Apropos Felgen: Was in Deutschland bei jeder TÜV-Abnahme für hysterische Anfälle sorgen würde, ist im Land der unbegrenzten Reifengrößen nur der Durchschnitt. Dick, fett und verchromt, vergoldet oder in schillernden Farben und zu psychedelischen Mustern geformt - erlaubt ist, was gefällt. Bei Lexani aus Kalifornien wird man vor lauter Chrom auf dem Stand fast blind.

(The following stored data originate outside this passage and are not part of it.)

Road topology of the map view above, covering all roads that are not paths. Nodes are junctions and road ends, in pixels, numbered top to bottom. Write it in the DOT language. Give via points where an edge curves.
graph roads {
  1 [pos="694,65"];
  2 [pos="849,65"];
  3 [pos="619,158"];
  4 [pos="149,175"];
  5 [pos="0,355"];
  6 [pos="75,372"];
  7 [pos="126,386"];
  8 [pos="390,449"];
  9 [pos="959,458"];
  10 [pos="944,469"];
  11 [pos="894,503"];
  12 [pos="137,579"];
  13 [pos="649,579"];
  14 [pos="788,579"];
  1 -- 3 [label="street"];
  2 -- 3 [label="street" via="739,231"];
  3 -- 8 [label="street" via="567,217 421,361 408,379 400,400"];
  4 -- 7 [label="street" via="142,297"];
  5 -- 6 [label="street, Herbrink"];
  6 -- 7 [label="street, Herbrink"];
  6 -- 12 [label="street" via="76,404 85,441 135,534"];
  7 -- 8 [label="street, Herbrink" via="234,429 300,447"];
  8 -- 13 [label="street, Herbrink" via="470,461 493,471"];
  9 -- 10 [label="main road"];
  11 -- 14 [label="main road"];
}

Die größte Felge misst 42 Zoll (knapp über einen Meter) und braucht schon ein Auto wie den Hummer, damit man sich überhaupt noch fortbewegen kann. Die teuersten Lexani-Felgen sind mit Edelsteinen besetzt und kosten mal eben eine Million Dollar pro Satz. Immerhin gibt es ein Jahr lang einen Bentley samt Felgen-Bodyguard gratis dazu.

Smart als Batmobil

Das Batgirl wird neben dem Superhelden kaum Platz nehmen können Foto: press-inform

Doch selbst auf der SEMA ist es nicht immer die Größe, die zählt. Überraschend oft sieht man aufgemotzte Smarts. Die heißeste Version kommt vom Tuner Vertical Doors aus Los Angeles: Ein Smart im Batmobil-Look samt Flügeltüren. Auch sonst werden Filmfans gut bedient auf der SEMA. Legendäre Movie Cars wie der Ecto-1 aus dem Kultfilm „Ghostbusters“ - das Auto basiert auf einem 59er Cadillac Krankenwagen - sind ebenso zu sehen wie der weiße 70er Dodge Challenger aus „Vanishing Point“ oder der dunkelgrüne „Bullitt“-Mustang.

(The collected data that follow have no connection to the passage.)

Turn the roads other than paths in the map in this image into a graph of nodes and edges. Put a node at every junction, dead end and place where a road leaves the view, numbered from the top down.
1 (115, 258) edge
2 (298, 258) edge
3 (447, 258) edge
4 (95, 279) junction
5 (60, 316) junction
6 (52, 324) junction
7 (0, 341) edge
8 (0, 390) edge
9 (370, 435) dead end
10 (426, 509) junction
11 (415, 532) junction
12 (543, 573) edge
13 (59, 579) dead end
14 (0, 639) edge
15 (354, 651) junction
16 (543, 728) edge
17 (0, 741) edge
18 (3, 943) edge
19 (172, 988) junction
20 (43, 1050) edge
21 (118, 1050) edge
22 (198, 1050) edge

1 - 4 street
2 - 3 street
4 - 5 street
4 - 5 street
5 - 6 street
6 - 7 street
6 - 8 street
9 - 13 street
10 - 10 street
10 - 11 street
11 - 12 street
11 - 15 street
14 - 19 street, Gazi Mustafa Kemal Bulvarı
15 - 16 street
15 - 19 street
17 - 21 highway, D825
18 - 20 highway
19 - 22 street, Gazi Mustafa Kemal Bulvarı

Auch die Aussteller selbst werden bewundert. Tuning-Legenden wie Chip Foose oder die Extrem-Veredler von West Coast Customs, bekannt aus der MTV-Serie „Pimp my Ride“, sind gefeierte Pop-Stars der Szene und geben im Akkord Autogramme. Der letzte Schrei sind Poster und Plakate, die von attraktiven Messe-Models signiert werden.

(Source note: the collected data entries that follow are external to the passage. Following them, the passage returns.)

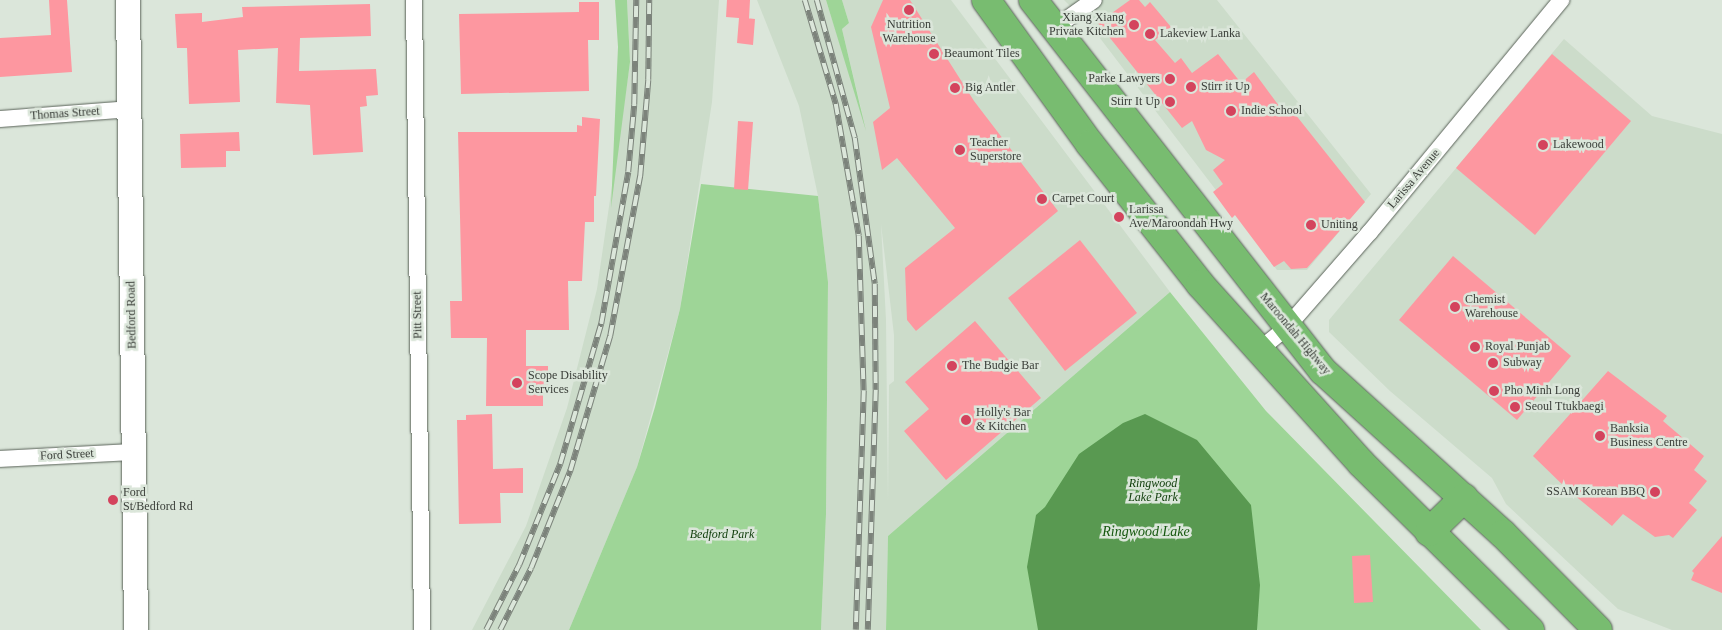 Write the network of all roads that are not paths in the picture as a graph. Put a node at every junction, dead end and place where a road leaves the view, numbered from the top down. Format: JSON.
{"nodes":[{"id":1,"x":128,"y":0,"type":"edge"},
{"id":2,"x":414,"y":0,"type":"edge"},
{"id":3,"x":986,"y":0,"type":"edge"},
{"id":4,"x":1033,"y":0,"type":"edge"},
{"id":5,"x":1094,"y":0,"type":"edge"},
{"id":6,"x":1561,"y":0,"type":"edge"},
{"id":7,"x":1054,"y":29,"type":"junction"},
{"id":8,"x":130,"y":109,"type":"junction"},
{"id":9,"x":0,"y":119,"type":"edge"},
{"id":10,"x":1287,"y":327,"type":"junction"},
{"id":11,"x":1259,"y":350,"type":"junction"},
{"id":12,"x":134,"y":452,"type":"junction"},
{"id":13,"x":0,"y":459,"type":"edge"},
{"id":14,"x":1464,"y":498,"type":"junction"},
{"id":15,"x":1429,"y":532,"type":"junction"},
{"id":16,"x":136,"y":630,"type":"edge"},
{"id":17,"x":422,"y":630,"type":"edge"},
{"id":18,"x":1530,"y":630,"type":"edge"},
{"id":19,"x":1598,"y":630,"type":"edge"}],
"edges":[{"from":1,"to":8,"type":"main road","name":"Bedford Road"},
{"from":2,"to":17,"type":"street","name":"Pitt Street"},
{"from":3,"to":11,"type":"highway"},
{"from":4,"to":7,"type":"highway","name":"Maroondah Highway"},
{"from":5,"to":7,"type":"street"},
{"from":6,"to":10,"type":"street","name":"Larissa Avenue"},
{"from":7,"to":10,"type":"highway","name":"Maroondah Highway"},
{"from":8,"to":9,"type":"street","name":"Thomas Street"},
{"from":8,"to":12,"type":"main road","name":"Bedford Road"},
{"from":10,"to":11,"type":"street","name":"Larissa Avenue"},
{"from":10,"to":14,"type":"highway","name":"Maroondah Highway"},
{"from":11,"to":15,"type":"highway"},
{"from":12,"to":13,"type":"street","name":"Ford Street"},
{"from":12,"to":16,"type":"main road","name":"Bedford Road"},
{"from":14,"to":15,"type":"highway"},
{"from":14,"to":19,"type":"highway","name":"Maroondah Highway"},
{"from":15,"to":18,"type":"highway"}]}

Alternative Antriebe nur hinter getunter Optik

Blickfänge, wohin man(n) schaut Foto: press-inform

Zwischen all den Superlativen hat das Thema alternative Antriebe und Öko-Tuning nur dann Platz, wenn es sich hinter einer spektakulären Optik verbirgt. Ein Hummer, der mit Biodiesel läuft? Kein Problem, aber dann bitte mit Kettenantrieb oder wenigstens übergroßen Felgen. Hybridtechnik findet man noch am ehesten im Toyota Prius-Taxi, das einen zum Messenzentrum fährt. Dennoch seien alternative Kraftstoffe wie Biodiesel und vor allem Bioethanol oder Autogas im Kommen, bestätigen viele Tuner. Denn wenn man ein Vermögen für Felgen, Soundanlagen und Neon-Beleuchtung ausgegeben hat, bleibt ja immer noch die Tankrechnung.